Is Christianity Dying on the Vine in America?
News and polls surrounding Christianity don’t show a good prognosis: Americans would be more accepting of a gay president than an evangelical one, more than a quarter of millennials are not religious and most Americans believe the church is on the decline.
Let it fall, says Russell Moore, the president of the Ethics and Religious Liberty Commission of the Southern Baptist Convention.
“Secularization in America means that we have fewer incognito atheists,” Moore says. “Those who don’t believe can say so—and still find spouses, get jobs, volunteer with the PTA, and even run for office. This is good news because the kind of ‘Christianity’ that is a means to an end—even if that end is ‘traditional family values’—is what J. Gresham Machen rightly called “liberalism,” and it is an entirely different religion from the apostolic faith handed down by Jesus Christ.”
Persecution of Christians across the world is higher than it’s ever been. Internationally, Christians are tortured and beheaded. In the United States, they’re being punished financially.
To Moore, these are the real Christians. The churches they’re a part of aren’t just alive—they’re thriving. These are the churches that, rather than adapting to culture to be relevant, are standing out and fighting for the gospel every day.
“The book of Acts, like the Gospels before it, shows us that the Christianity thrives when it is, as Kierkegaard put it, a sign of contradiction,” Moore says. “Only a strange gospel can differentiate itself from the worlds we construct. But the strange, freakish, foolish old gospel is what God uses to save people and to resurrect churches.”
The dead churches aren’t the ones that stuck to the gospel, refusing to conform to this world. The churches that only exist in a building with impressive coffee, lights and sound systems to appeal to the masses are the ones that are suffering.

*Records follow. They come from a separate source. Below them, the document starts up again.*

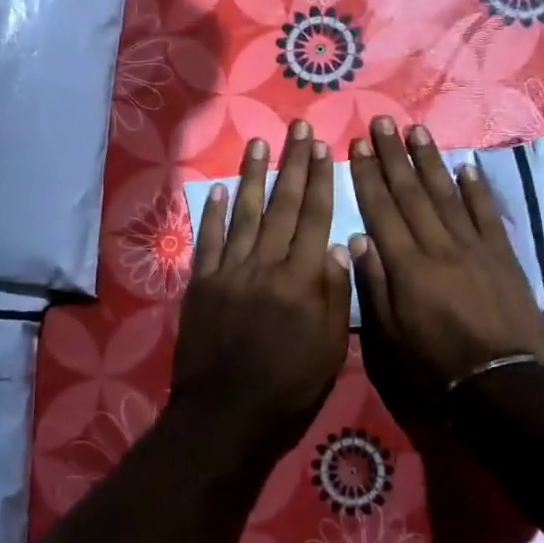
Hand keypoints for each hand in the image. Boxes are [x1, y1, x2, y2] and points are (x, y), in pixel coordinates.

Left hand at [171, 120, 352, 442]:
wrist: (225, 414)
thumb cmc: (288, 388)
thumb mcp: (329, 349)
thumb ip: (335, 295)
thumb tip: (341, 246)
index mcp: (302, 280)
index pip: (314, 218)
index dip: (320, 180)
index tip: (324, 147)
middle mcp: (266, 264)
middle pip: (283, 205)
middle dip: (293, 164)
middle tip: (298, 128)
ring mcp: (230, 271)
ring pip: (246, 213)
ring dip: (254, 176)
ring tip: (260, 143)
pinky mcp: (202, 284)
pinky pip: (209, 240)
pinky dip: (214, 213)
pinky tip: (220, 189)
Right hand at [349, 117, 543, 392]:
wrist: (498, 382)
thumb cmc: (434, 363)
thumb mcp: (390, 334)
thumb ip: (375, 283)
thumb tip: (360, 237)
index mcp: (407, 266)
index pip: (382, 210)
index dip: (369, 176)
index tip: (359, 145)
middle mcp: (439, 246)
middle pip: (412, 193)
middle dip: (394, 156)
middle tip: (383, 122)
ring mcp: (474, 247)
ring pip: (448, 195)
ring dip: (431, 161)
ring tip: (417, 131)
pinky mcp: (503, 255)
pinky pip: (487, 214)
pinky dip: (476, 189)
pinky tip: (466, 166)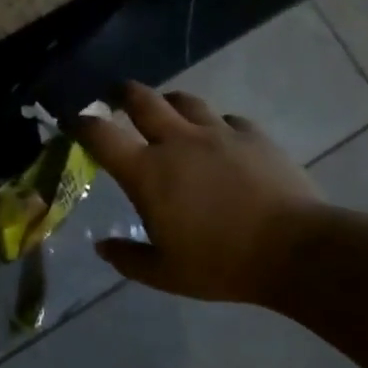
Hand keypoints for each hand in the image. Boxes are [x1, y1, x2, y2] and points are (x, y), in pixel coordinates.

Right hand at [71, 82, 320, 301]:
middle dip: (122, 94)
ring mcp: (218, 133)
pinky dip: (216, 124)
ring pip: (185, 100)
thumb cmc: (222, 263)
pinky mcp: (253, 136)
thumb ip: (129, 258)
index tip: (71, 121)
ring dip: (169, 102)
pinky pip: (227, 119)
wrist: (296, 250)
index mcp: (148, 172)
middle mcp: (177, 141)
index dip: (80, 123)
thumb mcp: (166, 274)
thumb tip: (102, 247)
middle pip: (142, 100)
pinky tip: (220, 138)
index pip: (101, 135)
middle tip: (115, 96)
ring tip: (168, 111)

Because, as Moore puts it, there aren’t any more atheists in America now than there were decades ago, there are just more honest atheists who are willing to look past the church swag and see the dead souls underneath.
“People who don’t want Christianity, don’t want almost-Christianity,” Moore says. “Christianity isn’t normal anymore, and that’s good news.”
If the true church continues to stick to its gospel guns, following Romans 12:2, “the future of Christianity is bright.”